Japan's Nikkei 225 closed above 65,000 for the first time on Monday, Brent crude slipped below $100 a barrel, and German two-year Bund yields fell to their lowest level in more than two weeks, as holiday-thinned global markets ran a clean risk-on session across Asia and Europe.

The Monday tape extends a rally that began Friday and reverses, at least for a session, the bond rout and oil spike that had defined trading since the U.S.-Israel assault on Iran began in late February. With U.S. markets shut for Memorial Day, the move ran through Tokyo, Taipei and Frankfurt on the same script: lower oil, lower yields, higher equities.

What shifted

The Nikkei finished 2.87 percent higher at 65,158.19 after hitting an intraday record, and the broader Topix added 1.29 percent to 3,942.57. Taiwan's Taiex closed 3.26 percent higher at 43,644.40, also an all-time high. Australia's S&P/ASX 200 rose 0.40 percent to 8,692, China's CSI 300 added 1.58 percent to 4,921.6, and India's Nifty 50 rose 1.09 percent. Hong Kong and South Korea were shut for public holidays.

In Europe, the pan-European Stoxx 600 traded more than 0.8 percent higher shortly after 1:30 p.m. in London, reaching levels last seen on March 2, before the joint U.S.-Israeli operation against Iran began. France's CAC 40 added 1.8 percent and Germany's DAX rose 1.6 percent. The U.K.'s FTSE 100 was closed for a public holiday. Monday set the Continent up for a fifth straight day of gains.

In the pits

The driver was crude. West Texas Intermediate futures for July fell 4.71 percent to $92.06 a barrel in early Asia trade, and Brent for July dropped 4.42 percent to $98.96, the first sustained move below $100 since the Strait of Hormuz effectively closed. Both contracts slipped after President Trump said on Truth Social that negotiations with Iran were "proceeding in an orderly and constructive manner," and reports surfaced that the strait could reopen within weeks.

Euro-zone bond yields fell with oil. The German two-year Bund yield, which is most sensitive to rate-path expectations, dropped more than 9 basis points to 2.546 percent, its lowest level since May 8, as traders pared bets on further European Central Bank tightening.

The bull case, qualified

Not every desk is buying the all-clear. Jeff Currie, Carlyle's chief strategy officer of energy pathways and a former global head of commodities research at Goldman Sachs, told CNBC at the UBS Wealth Conference in Singapore that physical oil inventories in Asia are already at minimum operating levels, with Europe weeks behind and the U.S. potentially short by July.

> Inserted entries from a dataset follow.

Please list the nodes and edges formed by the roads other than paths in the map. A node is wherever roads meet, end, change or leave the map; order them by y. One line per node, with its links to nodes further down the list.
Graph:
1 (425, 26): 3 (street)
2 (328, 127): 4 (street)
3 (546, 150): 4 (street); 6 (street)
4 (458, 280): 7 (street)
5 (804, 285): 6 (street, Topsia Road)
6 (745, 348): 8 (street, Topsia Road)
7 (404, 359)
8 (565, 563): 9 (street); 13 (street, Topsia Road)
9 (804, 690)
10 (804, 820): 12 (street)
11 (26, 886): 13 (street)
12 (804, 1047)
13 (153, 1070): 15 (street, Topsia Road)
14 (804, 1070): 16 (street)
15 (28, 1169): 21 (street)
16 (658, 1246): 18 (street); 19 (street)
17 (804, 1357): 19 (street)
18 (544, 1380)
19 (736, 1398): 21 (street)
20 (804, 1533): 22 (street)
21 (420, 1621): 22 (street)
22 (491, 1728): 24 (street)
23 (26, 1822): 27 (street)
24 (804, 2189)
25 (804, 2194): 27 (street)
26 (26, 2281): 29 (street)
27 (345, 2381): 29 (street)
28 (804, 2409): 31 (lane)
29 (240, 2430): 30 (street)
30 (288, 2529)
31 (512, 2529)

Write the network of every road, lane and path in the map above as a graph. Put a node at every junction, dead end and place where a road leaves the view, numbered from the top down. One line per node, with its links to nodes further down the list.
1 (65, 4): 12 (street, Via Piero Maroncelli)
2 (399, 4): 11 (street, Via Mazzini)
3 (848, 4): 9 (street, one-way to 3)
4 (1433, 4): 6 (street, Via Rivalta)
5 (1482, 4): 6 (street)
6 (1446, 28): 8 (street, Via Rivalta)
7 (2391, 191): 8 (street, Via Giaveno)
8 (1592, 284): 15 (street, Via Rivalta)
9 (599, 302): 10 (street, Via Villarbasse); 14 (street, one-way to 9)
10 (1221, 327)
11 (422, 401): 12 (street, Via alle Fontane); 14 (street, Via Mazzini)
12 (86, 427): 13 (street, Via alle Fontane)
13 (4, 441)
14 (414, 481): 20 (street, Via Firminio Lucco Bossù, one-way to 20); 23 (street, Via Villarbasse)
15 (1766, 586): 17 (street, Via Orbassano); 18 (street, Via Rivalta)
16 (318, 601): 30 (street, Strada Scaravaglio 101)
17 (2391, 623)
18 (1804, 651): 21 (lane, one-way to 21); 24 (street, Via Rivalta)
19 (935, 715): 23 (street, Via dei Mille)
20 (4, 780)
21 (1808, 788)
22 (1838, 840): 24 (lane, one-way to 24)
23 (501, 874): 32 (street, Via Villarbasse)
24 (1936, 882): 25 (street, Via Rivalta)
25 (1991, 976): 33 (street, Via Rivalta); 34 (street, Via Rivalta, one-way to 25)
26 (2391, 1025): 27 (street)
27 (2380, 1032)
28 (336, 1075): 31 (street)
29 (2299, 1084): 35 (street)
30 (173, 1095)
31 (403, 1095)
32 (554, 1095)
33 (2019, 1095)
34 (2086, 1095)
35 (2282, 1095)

"Every day that goes by, Iran's negotiating leverage compounds," Currie said. "Why? Because inventories of oil and inventories continue to drop." He dismissed talk of a federal gasoline-tax holiday and said reopening the strait is the only durable fix, even as he warned that normalization would take time.

That backdrop is already showing up in second-order data. Singapore on Monday reported April headline inflation of 1.8 percent, below the 2 percent Reuters consensus, but its trade ministry and monetary authority said imported cost pressures were expected to broaden as Middle East-linked input costs work through global supply chains. The city-state also revised first-quarter GDP growth to 6 percent from an advance estimate of 4.6 percent, with AI-chip demand offsetting the war drag.

Counterpoint

With only center and lean-left wires in Monday's dossier, no right-leaning outlet had publicly questioned the rally's premise by press time. The skepticism inside the tape came from physical-market specialists, not political commentators: Currie and the International Energy Agency, whose chief Fatih Birol warned last week that the market "may be entering the red zone in July or August if we don't see that there are some improvements in the situation."

Wall Street reopens Tuesday after Friday's record close of 50,579.70 on the Dow, with traders watching whether the memorandum of understanding the president described over the weekend produces a concrete reopening timetable for the strait.